The afternoon light thickened, dimming and softening to the diffused, green-gold luminescence that precedes a summer storm. Hermione pressed on, quickening her pace, swinging her arms to match her stride, wanting to get home before the rain. The warm, dry spell of the last few days, so welcome after so many drab and chilly weeks, was threatening to break. Indigo clouds lowered like damp flannels waiting to wring themselves out over the landscape.

Up the slope from the bridle-path she went and onto the disused railway line, now part of the Trans-County Trail. Compacted brown gravel had been laid to replace the sections of buckled track and tar-black, wooden sleepers, relics of the long-redundant branch line. Rural commuters had long since been displaced by dog-walkers, joggers and lads on wide-tyred mountain bikes, grazing the surface with their wheelies and brake-locking sliding skids. But on that Monday afternoon she had the place to herself.

How long had she been walking – an hour? So she must have covered about four miles. It felt like at least ten. Inside one boot, her sock was bunching uncomfortably; she was thirsty and sticky. The air she breathed was heavy, humid and unrefreshing. Stamina came at a price. Was she prepared to pay it, and for how long?

Fitness training was only half the story. Hermione had needed to get out of the house, away from the numbing shock, which had paralysed the country since the previous day: a nation of Muggles in mourning for the death of a princess. Paris, Sunday 31st August.(1) The outpouring of grief consumed the media; the wall-to-wall coverage was suffocating, overwhelming, inescapable. She had never particularly thought of her parents as royalists, but they, like the rest of the populace, had their TV sets permanently switched on, tuned in to the almost constant bulletins concerning the funeral arrangements, parliament's cautiously non-committal response and the developing furore over the lack of any public statement by the Queen. Already Kensington was knee-deep in bouquets, becoming the largest wreath in human history; floral tributes from a stunned public that would saturate the air with their heady fragrance and, later, require bulldozers to clear.

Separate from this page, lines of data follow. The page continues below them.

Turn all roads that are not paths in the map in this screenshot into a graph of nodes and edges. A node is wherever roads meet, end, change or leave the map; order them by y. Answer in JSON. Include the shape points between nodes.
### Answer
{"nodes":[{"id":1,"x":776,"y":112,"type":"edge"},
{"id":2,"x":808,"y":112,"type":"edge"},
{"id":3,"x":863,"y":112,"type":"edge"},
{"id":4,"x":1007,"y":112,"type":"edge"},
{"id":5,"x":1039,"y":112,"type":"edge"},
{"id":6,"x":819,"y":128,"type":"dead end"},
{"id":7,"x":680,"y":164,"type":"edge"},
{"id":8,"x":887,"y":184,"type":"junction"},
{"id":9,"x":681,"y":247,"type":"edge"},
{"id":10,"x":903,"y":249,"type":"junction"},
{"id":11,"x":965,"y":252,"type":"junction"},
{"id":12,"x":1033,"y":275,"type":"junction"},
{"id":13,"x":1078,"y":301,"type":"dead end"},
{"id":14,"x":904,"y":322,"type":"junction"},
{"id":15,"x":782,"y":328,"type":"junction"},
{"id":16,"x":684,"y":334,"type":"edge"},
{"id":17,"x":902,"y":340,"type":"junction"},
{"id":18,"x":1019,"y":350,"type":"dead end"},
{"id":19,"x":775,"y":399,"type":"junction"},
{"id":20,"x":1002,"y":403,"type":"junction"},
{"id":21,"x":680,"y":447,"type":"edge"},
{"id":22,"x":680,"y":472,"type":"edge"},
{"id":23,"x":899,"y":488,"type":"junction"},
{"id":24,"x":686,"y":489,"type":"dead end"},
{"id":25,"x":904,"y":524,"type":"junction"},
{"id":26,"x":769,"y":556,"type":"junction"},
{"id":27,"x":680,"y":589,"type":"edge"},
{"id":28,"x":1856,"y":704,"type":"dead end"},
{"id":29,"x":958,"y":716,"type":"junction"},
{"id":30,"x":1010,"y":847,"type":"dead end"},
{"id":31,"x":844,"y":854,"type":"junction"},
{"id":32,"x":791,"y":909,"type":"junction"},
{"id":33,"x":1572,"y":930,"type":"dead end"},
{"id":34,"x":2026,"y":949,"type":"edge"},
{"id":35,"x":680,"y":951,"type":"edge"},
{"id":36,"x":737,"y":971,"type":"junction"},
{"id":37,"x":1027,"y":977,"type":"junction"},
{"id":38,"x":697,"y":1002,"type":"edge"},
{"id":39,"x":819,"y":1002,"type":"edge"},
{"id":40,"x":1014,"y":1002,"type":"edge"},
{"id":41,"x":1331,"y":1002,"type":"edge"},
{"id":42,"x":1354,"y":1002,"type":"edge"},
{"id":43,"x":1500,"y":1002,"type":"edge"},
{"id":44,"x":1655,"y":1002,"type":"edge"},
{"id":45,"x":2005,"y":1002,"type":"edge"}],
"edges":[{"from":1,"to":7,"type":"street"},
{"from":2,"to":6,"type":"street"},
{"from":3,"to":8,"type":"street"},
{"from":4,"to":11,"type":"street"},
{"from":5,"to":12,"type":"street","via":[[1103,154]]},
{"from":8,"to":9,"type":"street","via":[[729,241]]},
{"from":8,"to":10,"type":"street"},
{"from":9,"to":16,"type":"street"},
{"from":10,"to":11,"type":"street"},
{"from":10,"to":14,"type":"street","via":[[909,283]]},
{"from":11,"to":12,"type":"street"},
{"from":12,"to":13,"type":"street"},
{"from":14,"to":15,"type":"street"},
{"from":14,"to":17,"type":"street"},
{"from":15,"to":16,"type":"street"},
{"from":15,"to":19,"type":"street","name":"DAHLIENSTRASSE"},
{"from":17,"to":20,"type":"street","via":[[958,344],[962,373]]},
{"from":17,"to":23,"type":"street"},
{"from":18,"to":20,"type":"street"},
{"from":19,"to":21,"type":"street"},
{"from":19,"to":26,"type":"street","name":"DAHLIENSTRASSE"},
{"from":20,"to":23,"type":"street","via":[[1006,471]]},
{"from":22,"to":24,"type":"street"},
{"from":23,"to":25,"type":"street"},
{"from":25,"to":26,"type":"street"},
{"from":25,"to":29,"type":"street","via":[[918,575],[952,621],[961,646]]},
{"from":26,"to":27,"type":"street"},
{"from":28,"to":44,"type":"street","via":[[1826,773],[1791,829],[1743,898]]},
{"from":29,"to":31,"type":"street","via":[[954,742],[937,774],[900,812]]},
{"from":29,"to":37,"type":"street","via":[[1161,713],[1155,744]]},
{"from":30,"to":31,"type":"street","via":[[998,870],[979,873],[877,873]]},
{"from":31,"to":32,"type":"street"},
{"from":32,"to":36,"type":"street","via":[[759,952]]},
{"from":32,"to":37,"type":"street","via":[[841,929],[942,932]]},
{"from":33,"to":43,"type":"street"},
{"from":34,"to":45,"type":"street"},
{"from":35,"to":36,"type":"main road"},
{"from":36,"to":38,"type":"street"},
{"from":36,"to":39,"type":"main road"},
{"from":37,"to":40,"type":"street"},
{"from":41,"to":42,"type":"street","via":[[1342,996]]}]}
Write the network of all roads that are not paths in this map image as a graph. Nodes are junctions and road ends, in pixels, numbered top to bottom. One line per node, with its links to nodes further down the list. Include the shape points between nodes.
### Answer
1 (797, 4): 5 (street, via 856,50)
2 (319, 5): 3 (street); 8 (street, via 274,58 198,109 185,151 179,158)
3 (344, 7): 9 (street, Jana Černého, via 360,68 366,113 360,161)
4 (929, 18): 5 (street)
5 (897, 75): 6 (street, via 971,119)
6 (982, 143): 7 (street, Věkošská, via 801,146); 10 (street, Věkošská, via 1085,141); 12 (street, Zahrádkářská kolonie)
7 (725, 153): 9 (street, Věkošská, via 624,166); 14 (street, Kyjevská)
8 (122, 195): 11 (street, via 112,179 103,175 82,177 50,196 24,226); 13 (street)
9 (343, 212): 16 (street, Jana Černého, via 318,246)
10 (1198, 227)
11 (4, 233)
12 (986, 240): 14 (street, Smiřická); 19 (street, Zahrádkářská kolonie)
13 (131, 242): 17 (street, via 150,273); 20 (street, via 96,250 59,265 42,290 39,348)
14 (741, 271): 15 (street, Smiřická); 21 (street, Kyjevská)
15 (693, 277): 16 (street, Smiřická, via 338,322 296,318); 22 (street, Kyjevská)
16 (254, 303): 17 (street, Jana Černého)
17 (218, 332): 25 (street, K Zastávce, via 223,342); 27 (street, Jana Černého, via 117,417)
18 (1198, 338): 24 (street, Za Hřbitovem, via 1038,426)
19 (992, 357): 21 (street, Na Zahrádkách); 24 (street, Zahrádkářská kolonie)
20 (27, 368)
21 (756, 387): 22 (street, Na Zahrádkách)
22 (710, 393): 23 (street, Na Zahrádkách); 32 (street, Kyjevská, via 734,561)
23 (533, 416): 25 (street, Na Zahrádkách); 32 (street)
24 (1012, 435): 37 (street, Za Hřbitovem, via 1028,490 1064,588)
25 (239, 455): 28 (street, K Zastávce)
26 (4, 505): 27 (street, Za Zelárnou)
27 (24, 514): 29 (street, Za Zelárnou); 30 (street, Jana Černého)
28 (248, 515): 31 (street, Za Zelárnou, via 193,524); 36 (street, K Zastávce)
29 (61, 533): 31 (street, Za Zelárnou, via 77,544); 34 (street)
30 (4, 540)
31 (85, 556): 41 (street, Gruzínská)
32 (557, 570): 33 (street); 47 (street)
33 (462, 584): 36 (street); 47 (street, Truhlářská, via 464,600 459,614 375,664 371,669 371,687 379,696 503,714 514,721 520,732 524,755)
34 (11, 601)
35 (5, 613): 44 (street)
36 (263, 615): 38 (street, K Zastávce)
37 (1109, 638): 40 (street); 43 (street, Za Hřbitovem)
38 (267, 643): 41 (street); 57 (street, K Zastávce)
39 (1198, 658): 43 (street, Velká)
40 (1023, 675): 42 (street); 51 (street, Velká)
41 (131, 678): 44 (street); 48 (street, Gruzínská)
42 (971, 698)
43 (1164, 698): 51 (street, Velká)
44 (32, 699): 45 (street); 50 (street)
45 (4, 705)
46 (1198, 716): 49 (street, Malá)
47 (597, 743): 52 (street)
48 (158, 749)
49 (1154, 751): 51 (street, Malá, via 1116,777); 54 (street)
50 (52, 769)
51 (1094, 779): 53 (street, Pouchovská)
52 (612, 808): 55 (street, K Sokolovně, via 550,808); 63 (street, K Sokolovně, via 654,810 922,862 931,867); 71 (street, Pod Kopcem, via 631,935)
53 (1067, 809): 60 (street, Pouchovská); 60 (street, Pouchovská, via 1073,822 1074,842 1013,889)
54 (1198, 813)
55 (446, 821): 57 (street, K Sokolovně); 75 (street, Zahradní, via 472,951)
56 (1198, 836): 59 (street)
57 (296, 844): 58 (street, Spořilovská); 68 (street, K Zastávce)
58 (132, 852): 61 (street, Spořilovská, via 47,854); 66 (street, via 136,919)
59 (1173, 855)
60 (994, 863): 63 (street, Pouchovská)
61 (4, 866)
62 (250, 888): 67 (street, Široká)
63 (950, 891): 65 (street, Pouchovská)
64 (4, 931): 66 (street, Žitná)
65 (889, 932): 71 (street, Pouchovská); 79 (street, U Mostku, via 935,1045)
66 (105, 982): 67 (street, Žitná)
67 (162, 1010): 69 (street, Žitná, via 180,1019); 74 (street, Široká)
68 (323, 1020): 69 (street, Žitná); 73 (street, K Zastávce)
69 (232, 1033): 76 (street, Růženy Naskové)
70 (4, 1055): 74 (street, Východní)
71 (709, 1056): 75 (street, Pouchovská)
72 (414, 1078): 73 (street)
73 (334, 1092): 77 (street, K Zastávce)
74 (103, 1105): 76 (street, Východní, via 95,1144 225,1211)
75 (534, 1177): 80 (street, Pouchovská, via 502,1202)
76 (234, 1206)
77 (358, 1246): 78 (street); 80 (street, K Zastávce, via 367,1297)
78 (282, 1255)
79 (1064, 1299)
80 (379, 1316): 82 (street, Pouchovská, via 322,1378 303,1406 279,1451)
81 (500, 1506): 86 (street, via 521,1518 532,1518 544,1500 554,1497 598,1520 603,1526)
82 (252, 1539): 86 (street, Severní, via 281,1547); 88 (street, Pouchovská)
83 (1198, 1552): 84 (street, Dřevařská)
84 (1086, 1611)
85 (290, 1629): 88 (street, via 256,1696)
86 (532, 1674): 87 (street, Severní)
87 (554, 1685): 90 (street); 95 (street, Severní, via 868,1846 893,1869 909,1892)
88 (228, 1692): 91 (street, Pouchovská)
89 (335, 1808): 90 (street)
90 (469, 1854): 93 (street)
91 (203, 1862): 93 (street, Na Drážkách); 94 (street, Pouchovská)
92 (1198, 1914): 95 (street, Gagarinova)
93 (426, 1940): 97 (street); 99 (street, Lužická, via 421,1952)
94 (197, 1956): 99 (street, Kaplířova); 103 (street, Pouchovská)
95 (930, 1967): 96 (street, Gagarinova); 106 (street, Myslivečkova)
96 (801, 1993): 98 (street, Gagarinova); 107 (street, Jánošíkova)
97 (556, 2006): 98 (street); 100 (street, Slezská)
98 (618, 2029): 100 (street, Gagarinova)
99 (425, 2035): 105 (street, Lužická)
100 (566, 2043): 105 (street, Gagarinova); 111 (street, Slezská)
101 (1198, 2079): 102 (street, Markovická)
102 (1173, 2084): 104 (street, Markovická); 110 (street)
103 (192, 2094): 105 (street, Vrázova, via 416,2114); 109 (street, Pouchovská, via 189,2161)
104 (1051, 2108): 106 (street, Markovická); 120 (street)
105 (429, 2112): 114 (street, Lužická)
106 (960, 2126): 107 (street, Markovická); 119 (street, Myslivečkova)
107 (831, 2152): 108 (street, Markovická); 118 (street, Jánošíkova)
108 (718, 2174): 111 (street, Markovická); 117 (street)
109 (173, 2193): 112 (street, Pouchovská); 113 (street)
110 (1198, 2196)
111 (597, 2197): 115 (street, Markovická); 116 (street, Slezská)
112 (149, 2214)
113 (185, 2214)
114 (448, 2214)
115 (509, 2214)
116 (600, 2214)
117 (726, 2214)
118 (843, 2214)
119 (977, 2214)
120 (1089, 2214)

Had the whole world gone mad? Was no one safe any more – magical or Muggle? Not concentrating on where she was going, Hermione scuffed her shoe on a stone and stumbled. It took a nimble skip and a hop to recover herself before forging onward, aiming for the junction in the trail where she might either continue on the right-hand, longer route along the railway, or short-cut left across farmland and back home.

By rights, she reflected dourly, I should be on the Hogwarts Express now, with Ron and Ginny and Neville. I'd be doing prefect duty, telling everybody it'd soon be time to get into their robes… September 1st: this should be the first day of term. The note had arrived yesterday morning.

"A magical missive," her father had announced in a jocular tone, dropping the envelope into her lap, narrowly missing Crookshanks. The cat's ears had flattened; he wouldn't forget an insult. "Thought something was on fire; there's a terrible reek of smoke in the porch, but there was nothing. Just this letter for you. Burger Boy finally got round to writing, has he?"

Ah, Rumpus the delivery elf, Hermione assumed, noticing the Hogwarts' crest. 'We regret to inform you… unfortunate circumstances… revised starting date for the autumn term…'

Oh, so not closed permanently then, just a delayed date. That was something. Did that mean McGonagall had resisted the temptation to offer a teaching post to Luna's dad?

A surge of nostalgia for the school and the wizarding world swept Hermione briskly on for the next hundred yards. Concentrating on her stride, with piston arms, she tried to power-walk the bleak loneliness out of her system. Sometimes Hogwarts seemed so remote, so unattainable, so unbelievable that she found herself doubting its very existence. Even though she was now of age, she'd been careful not to use magic at home this summer. It would be folly to draw attention to her location and put her parents at risk. But the result was that she now felt out of practice and out of touch. Looking over her texts for the next term and preparing the theory simply wasn't the same.

She would be returning to a different magical world. A world without Dumbledore or Molly Weasley, a Hogwarts without Harry or Malfoy - or Snape. How would he contact her when she was safely within the reinforced wards? Would he even want to? Or would she have outlived her usefulness by then? Would he be making new contacts in the outside world, new connections?

Cattle-grid or cow-gate…? Such ingenuity just to keep a few animals from blundering through a gap in the hedge. She paused in her ruminations long enough to squeeze into the V of the side-gate, pushing it 'to' behind her to make space for her to pass. Then she was off, leaving the trail behind, following tractor tracks diagonally across the field, not noticing the route, conscious only of the repetitive rhythm of her footfalls, the persistent pattern of her thoughts.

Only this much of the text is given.